To search out wonder and awe because these states remind us of the vastness beyond our small selves, that we are part of something we cannot understand. Starry nights, red rock canyons, baby feet, it’s all around us.
This is a slim list, a bare scratch of the surface of what we can do. I’m sure you have excellent suggestions of how you’re staying human. Please comment with how you stay human. I’d love to hear.
Thank you for reading and for being human.
Love,
Jen
I practice loving kindness and express appreciation to the people I meet when I'm out in the world. I use some of my screen time to watch comedy and spiritually uplifting videos. I laugh with friends and hug them often. I practice t'ai ji with a group by the lakefront 3 times a week.

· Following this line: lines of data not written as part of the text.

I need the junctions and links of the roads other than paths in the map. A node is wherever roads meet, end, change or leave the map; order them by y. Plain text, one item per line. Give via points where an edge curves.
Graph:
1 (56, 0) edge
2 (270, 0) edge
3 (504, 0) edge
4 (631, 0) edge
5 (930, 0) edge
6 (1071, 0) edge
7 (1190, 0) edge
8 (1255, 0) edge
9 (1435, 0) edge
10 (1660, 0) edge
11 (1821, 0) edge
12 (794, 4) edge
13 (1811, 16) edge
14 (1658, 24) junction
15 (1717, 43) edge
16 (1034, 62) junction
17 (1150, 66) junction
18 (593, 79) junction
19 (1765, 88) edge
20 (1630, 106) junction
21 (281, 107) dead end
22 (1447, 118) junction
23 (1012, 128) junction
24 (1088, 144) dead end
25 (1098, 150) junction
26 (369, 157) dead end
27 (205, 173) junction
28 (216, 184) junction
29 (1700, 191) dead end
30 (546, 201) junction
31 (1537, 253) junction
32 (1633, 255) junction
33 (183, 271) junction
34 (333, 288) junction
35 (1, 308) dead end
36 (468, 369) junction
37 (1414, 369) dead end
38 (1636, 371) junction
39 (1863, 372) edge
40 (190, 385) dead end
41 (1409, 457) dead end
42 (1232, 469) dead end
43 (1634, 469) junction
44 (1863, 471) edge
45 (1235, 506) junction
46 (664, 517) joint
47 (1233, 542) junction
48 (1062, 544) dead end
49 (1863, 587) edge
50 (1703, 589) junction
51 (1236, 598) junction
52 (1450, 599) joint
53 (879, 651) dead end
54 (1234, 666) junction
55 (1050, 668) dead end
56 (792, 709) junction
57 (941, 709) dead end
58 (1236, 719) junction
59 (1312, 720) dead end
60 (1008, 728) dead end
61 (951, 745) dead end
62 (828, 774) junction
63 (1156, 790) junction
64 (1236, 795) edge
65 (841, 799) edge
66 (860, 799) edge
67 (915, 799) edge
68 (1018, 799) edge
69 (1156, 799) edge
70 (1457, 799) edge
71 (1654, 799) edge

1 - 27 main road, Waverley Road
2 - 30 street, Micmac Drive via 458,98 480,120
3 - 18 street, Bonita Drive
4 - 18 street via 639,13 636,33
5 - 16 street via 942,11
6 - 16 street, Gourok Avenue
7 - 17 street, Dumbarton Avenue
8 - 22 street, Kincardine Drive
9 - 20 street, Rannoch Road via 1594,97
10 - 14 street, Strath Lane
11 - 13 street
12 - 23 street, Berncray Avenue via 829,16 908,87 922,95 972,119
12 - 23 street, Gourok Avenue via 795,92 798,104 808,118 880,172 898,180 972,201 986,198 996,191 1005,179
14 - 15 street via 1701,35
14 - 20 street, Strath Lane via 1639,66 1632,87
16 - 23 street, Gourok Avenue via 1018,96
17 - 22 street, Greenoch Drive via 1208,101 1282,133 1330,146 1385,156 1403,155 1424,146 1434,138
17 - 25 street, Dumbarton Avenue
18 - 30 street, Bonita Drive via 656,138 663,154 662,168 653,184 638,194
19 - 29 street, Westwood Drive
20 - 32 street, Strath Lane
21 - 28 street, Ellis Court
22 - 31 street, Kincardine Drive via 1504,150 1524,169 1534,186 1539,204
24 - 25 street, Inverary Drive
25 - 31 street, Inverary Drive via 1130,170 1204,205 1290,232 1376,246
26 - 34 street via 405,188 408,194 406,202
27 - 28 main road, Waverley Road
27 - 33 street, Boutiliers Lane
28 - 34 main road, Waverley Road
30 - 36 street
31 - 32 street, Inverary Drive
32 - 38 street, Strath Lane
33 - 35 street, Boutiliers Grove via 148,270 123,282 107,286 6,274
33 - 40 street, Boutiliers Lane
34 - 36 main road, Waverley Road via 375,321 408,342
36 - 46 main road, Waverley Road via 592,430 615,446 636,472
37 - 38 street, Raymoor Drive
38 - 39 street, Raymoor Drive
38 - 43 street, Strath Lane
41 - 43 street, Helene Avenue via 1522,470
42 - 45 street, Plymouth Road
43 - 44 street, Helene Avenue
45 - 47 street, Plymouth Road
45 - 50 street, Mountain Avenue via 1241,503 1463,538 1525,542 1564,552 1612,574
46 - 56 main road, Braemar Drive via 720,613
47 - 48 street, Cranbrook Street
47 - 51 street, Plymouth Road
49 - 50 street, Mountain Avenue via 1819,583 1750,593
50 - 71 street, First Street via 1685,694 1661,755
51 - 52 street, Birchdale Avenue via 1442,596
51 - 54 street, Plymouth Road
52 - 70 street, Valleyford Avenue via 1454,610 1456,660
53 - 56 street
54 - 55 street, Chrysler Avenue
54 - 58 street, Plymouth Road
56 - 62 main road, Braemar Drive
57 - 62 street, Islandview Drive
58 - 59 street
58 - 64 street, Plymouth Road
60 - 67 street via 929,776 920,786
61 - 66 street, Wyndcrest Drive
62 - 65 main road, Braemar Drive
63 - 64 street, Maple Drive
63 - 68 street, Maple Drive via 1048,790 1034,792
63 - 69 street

I use my practice as a form of body prayer asking for safety and good health for people living in war-torn places and in areas being devastated by natural disasters and climate change.
And, yes, I'm exhausted.
I allow my fierce, fragile human heart to alchemize through my fingertips and somehow swim softly into another human’s eyes, whispering, whimpering, singing, streaming through these magic bundles we call words.
I allow my reflection a moment of “You sexy thang!” and blow a kiss in the bathroom mirror.
I ask my moving-out-in a-few-months son for extra hugs for the Hug Bank.
I kiss the strawberry before my happy animal mouth floods it with saliva, annointing it with astonished pleasure all the way down to my grateful soft belly.
🍓
“What would a good animal do?” Thank you! This is a treasure box question. 🙏💋❤️ Sage
P.S. Restacking. Smiling.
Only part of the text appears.